======== RECORD EXTRACTS

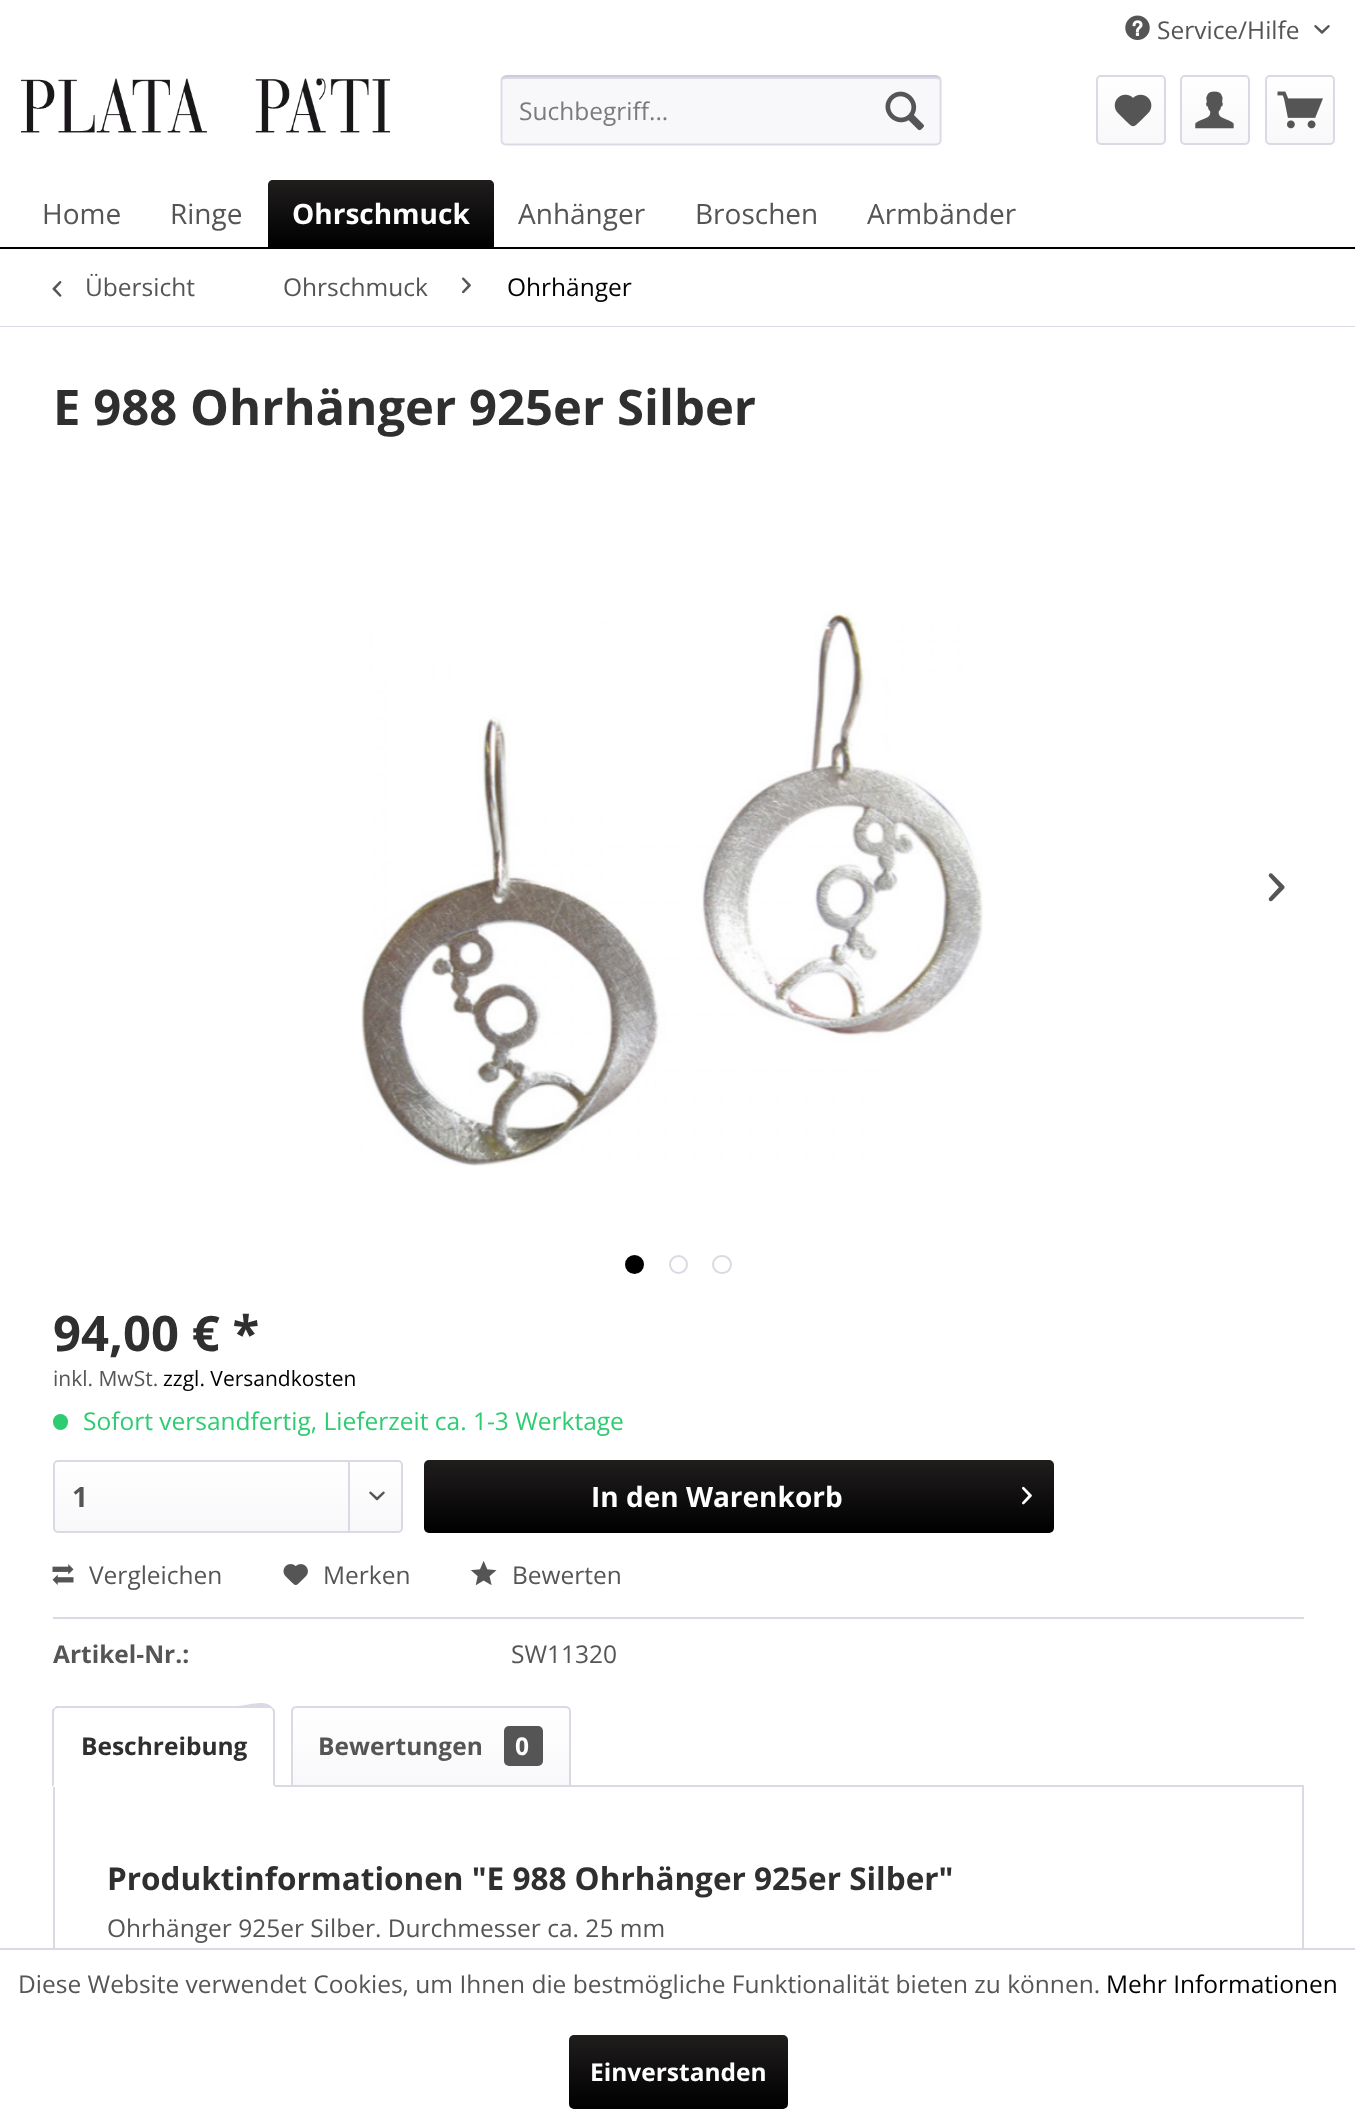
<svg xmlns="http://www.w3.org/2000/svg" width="1355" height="2125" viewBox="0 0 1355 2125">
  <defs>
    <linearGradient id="g1" gradientUnits="userSpaceOnUse" x1="1131" y1="77" x2="1131" y2="144"><stop offset="0" stop-color="rgb(255,255,255)"/><stop offset="1" stop-color="rgb(248,248,250)"/></linearGradient>
    <linearGradient id="g2" gradientUnits="userSpaceOnUse" x1="1215" y1="77" x2="1215" y2="144"><stop offset="0" stop-color="rgb(255,255,255)"/><stop offset="1" stop-color="rgb(248,248,250)"/></linearGradient>
    <linearGradient id="g3" gradientUnits="userSpaceOnUse" x1="1300" y1="77" x2="1300" y2="144"><stop offset="0" stop-color="rgb(255,255,255)"/><stop offset="1" stop-color="rgb(248,248,250)"/></linearGradient>
    <linearGradient id="g4" gradientUnits="userSpaceOnUse" x1="381" y1="180" x2="381" y2="247"><stop offset="0" stop-color="rgb(32,29,29)"/><stop offset="1" stop-color="rgb(0,0,0)"/></linearGradient>
    <linearGradient id="g5" gradientUnits="userSpaceOnUse" x1="228" y1="1461" x2="228" y2="1531"><stop offset="0" stop-color="rgb(255,255,255)"/><stop offset="1" stop-color="rgb(248,248,250)"/></linearGradient>
    <linearGradient id="g6" gradientUnits="userSpaceOnUse" x1="739" y1="1460" x2="739" y2="1533"><stop offset="0" stop-color="rgb(32,29,29)"/><stop offset="1" stop-color="rgb(0,0,0)"/></linearGradient>
    <linearGradient id="g7" gradientUnits="userSpaceOnUse" x1="431" y1="1708" x2="431" y2="1785"><stop offset="0" stop-color="rgb(255,255,255)"/><stop offset="1" stop-color="rgb(248,248,250)"/></linearGradient>
    <linearGradient id="g8" gradientUnits="userSpaceOnUse" x1="678" y1="2035" x2="678" y2="2109"><stop offset="0" stop-color="rgb(32,29,29)"/><stop offset="1" stop-color="rgb(0,0,0)"/></linearGradient>
  </defs>
  <rect width="100%" height="100%" fill="rgb(255,255,255)"/>
  <image x="1125" y="15" width="25" height="25" href="pic1.png"/>
  <text x="1157" y="39" font-family="Open Sans" font-size="24.5" fill="rgb(85,85,85)">Service/Hilfe</text>
  <image x="1314" y="25" width="16" height="9" href="pic2.png"/>
  <image x="21" y="78" width="369" height="55" href="pic3.png"/>
  <rect x="501" y="75" width="441" height="70" rx="5" fill="rgb(248,248,250)"/>
  <path d="M506 79H936C938 79 940 80 940 82C940 79 939 77 936 77H506C503 77 502 79 502 82C502 80 504 79 506 79Z" fill="rgb(218,218,229)"/>
  <path d="M502.5 77.5L506 76H936L939.5 77.5" fill="none" stroke="rgb(203,203,219)" stroke-width="1.8"/>
  <path d="M939.5 77.5C940 78 940.5 79.5 940.5 80.5V140C940.5 141 940 142.5 939.5 143C938.5 144 937.5 144.5 936 144.5H506C504.5 144.5 503.5 144 502.5 143C502 142.5 501.5 141 501.5 140V80.5C501.5 79.5 502 78 502.5 77.5" fill="none" stroke="rgb(218,218,229)" stroke-width="1.8"/>
  <text x="519" y="120" font-family="Open Sans" font-size="24.5" fill="rgb(123,123,123)">Suchbegriff...</text>
  <image x="885" y="91" width="39" height="40" href="pic4.png"/>
  <rect x="1097" y="77" width="67" height="67" rx="4" fill="url(#g1)"/>
  <rect x="1097" y="76" width="68" height="68" rx="4" fill="none" stroke="rgb(218,218,229)" stroke-width="2"/>
  <image x="1114" y="94" width="38" height="33" href="pic5.png"/>
  <rect x="1181" y="77" width="67" height="67" rx="4" fill="url(#g2)"/>
  <rect x="1181" y="76" width="68" height="68" rx="4" fill="none" stroke="rgb(218,218,229)" stroke-width="2"/>
  <image x="1195" y="91" width="39" height="38" href="pic6.png"/>
  <rect x="1267" y="77" width="67" height="67" rx="4" fill="url(#g3)"/>
  <rect x="1266" y="76" width="68" height="68" rx="4" fill="none" stroke="rgb(218,218,229)" stroke-width="2"/>
  <image x="1277" y="91" width="46" height="38" href="pic7.png"/>
  <rect x="0" y="247" width="1355" height="2" fill="rgb(0,0,0)"/>
  <g font-family="Open Sans" font-size="28" fill="rgb(85,85,85)">
    <text x="42" y="224">Home</text>
    <text x="170" y="224">Ringe</text>
  </g>
  <path d="M273 180H489C492 180 494 182 494 185V247H268V185C268 182 270 180 273 180Z" fill="url(#g4)"/>
  <text x="292" y="224" font-family="Open Sans" font-size="28" font-weight="bold" fill="rgb(255,255,255)">Ohrschmuck</text>
  <g font-family="Open Sans" font-size="28" fill="rgb(85,85,85)">
    <text x="518" y="224">Anhänger</text>
    <text x="695" y="224">Broschen</text>
    <text x="867" y="224">Armbänder</text>
  </g>
  <rect x="0" y="326" width="1355" height="1" fill="rgb(218,218,229)"/>
  <image x="52" y="281" width="10" height="16" href="pic8.png"/>
  <g font-family="Open Sans" font-size="24.5" fill="rgb(85,85,85)">
    <text x="85" y="296">Übersicht</text>
    <text x="283" y="296">Ohrschmuck</text>
  </g>
  <image x="462" y="277" width="9" height="17" href="pic9.png"/>
  <text x="507" y="296" font-family="Open Sans" font-size="24.5" fill="rgb(0,0,0)">Ohrhänger</text>
  <text x="53" y="425" font-family="Open Sans" font-size="49" font-weight="bold" fill="rgb(47,47,47)">E 988 Ohrhänger 925er Silber</text>
  <image x="361" y="612" width="622" height="554" href="pic10.png"/>
  <image x="1268" y="873" width="17" height="29" href="pic11.png"/>
  <circle cx="634.5" cy="1264.5" r="8.5" fill="rgb(0,0,0)" stroke="rgb(0,0,0)" stroke-width="2"/>
  <circle cx="678.5" cy="1264.5" r="8.5" fill="none" stroke="rgb(218,218,229)" stroke-width="2"/>
  <rect x="713" y="1256" width="18" height="17" rx="8.5" fill="none" stroke="rgb(218,218,229)" stroke-width="2"/>
  <text x="53" y="1351" font-family="Open Sans" font-size="49" font-weight="bold" fill="rgb(47,47,47)">94,00 € *</text>
  <text x="53" y="1386" font-family="Open Sans" font-size="21" fill="rgb(85,85,85)">inkl. MwSt.</text>
  <text x="163" y="1386" font-family="Open Sans" font-size="21" fill="rgb(0,0,0)">zzgl. Versandkosten</text>
  <rect x="53" y="1414" width="15" height="16" rx="7.5" fill="rgb(46,204,113)"/>
  <text x="83" y="1430" font-family="Open Sans" font-size="24.5" fill="rgb(46,204,113)">Sofort versandfertig, Lieferzeit ca. 1-3 Werktage</text>
  <rect x="54" y="1461" width="347" height="70" rx="4" fill="url(#g5)"/>
  <rect x="54" y="1461" width="348" height="71" rx="4" fill="none" stroke="rgb(218,218,229)" stroke-width="2"/>
  <text x="72" y="1507" font-family="Open Sans" font-size="28" font-weight="bold" fill="rgb(85,85,85)">1</text>
  <rect x="348" y="1461" width="2" height="70" fill="rgb(218,218,229)"/>
  <image x="369" y="1491" width="16" height="10" href="pic12.png"/>
  <rect x="424" y="1460" width="630" height="73" rx="5" fill="url(#g6)"/>
  <text x="591" y="1507" font-family="Open Sans" font-size="28" font-weight="bold" fill="rgb(255,255,255)">In den Warenkorb</text>
  <image x="1022" y="1486" width="10" height="19" href="pic13.png"/>
  <rect x="53" y="1617" width="1251" height="2" fill="rgb(218,218,229)"/>
  <image x="52" y="1564" width="22" height="21" href="pic14.png"/>
  <text x="89" y="1584" font-family="Open Sans" font-size="24.5" fill="rgb(85,85,85)">Vergleichen</text>
  <image x="283" y="1564" width="25" height="21" href="pic15.png"/>
  <text x="323" y="1584" font-family="Open Sans" font-size="24.5" fill="rgb(85,85,85)">Merken</text>
  <image x="470" y="1561" width="27" height="25" href="pic16.png"/>
  <text x="512" y="1584" font-family="Open Sans" font-size="24.5" fill="rgb(85,85,85)">Bewerten</text>
  <text x="53" y="1663" font-family="Open Sans" font-size="24.5" font-weight="bold" fill="rgb(85,85,85)">Artikel-Nr.:</text>
  <text x="511" y="1663" font-family="Open Sans" font-size="24.5" fill="rgb(85,85,85)">SW11320</text>
  <rect x="54" y="1786" width="1249" height="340" fill="none" stroke="rgb(218,218,229)" stroke-width="2"/>
  <path d="M58 1706H270C273 1706 275 1708 275 1711V1787H53V1711C53 1708 55 1706 58 1706Z" fill="rgb(255,255,255)"/>
  <path d="M58 1708L55 1709L54 1708L56 1706H235C248 1706 265 1698 273 1708L272 1709L270 1708Z" fill="rgb(218,218,229)"/>
  <path d="M273 1708L275 1710V1787L273 1785V1712L272 1709Z" fill="rgb(218,218,229)"/>
  <path d="M275 1787L273 1785H54L52 1787Z" fill="rgb(255,255,255)"/>
  <path d="M52 1787V1710L54 1708L55 1709L54 1712V1785Z" fill="rgb(218,218,229)"/>
  <text x="81" y="1755" font-family="Open Sans" font-size="24.5" font-weight="bold" fill="rgb(47,47,47)">Beschreibung</text>
  <path d="M296 1708H565C567 1708 569 1710 569 1712V1785H292V1712C292 1710 294 1708 296 1708Z" fill="url(#g7)"/>
  <path d="M296 1707H566C568 1707 570 1709 570 1711V1786H292V1711C292 1709 294 1707 296 1707Z" fill="none" stroke="rgb(218,218,229)" stroke-width="2"/>
  <text x="318" y="1755" font-family="Open Sans" font-size="24.5" font-weight="bold" fill="rgb(85,85,85)">Bewertungen</text>
  <rect x="504" y="1726" width="39" height="40" rx="5" fill="rgb(85,85,85)"/>
  <text x="515" y="1755" font-family="Open Sans" font-size="24.5" font-weight="bold" fill="rgb(255,255,255)">0</text>
  <text x="107" y="1890" font-family="Open Sans" font-size="31.5" font-weight="bold" fill="rgb(47,47,47)">Produktinformationen "E 988 Ohrhänger 925er Silber"</text>
  <text x="107" y="1937" font-family="Open Sans" font-size="24.5" fill="rgb(85,85,85)">Ohrhänger 925er Silber. Durchmesser ca. 25 mm</text>
  <rect x="53" y="1950" width="1251" height="175" fill="rgb(255,255,255)"/>
  <rect x="0" y="1948" width="1355" height="2" fill="rgb(218,218,229)"/>
  <text x="18" y="1993" font-family="Open Sans" font-size="24.5" fill="rgb(85,85,85)">Diese Website verwendet Cookies, um Ihnen die bestmögliche Funktionalität bieten zu können.</text>
  <text x="1106" y="1993" font-family="Open Sans" font-size="24.5" fill="rgb(0,0,0)">Mehr Informationen</text>
  <rect x="569" y="2035" width="219" height="74" rx="5" fill="url(#g8)"/>
  <text x="590" y="2081" font-family="Open Sans" font-size="24.5" font-weight="bold" fill="rgb(255,255,255)">Einverstanden</text>
</svg>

================

• [GOAL OF THE EXERCISE] Working from the entries above, find every line in which the word "circle" occurs and copy it.

• [WRITTEN REPLY]
  <circle cx="634.5" cy="1264.5" r="8.5" fill="rgb(0,0,0)" stroke="rgb(0,0,0)" stroke-width="2"/>
  <circle cx="678.5" cy="1264.5" r="8.5" fill="none" stroke="rgb(218,218,229)" stroke-width="2"/>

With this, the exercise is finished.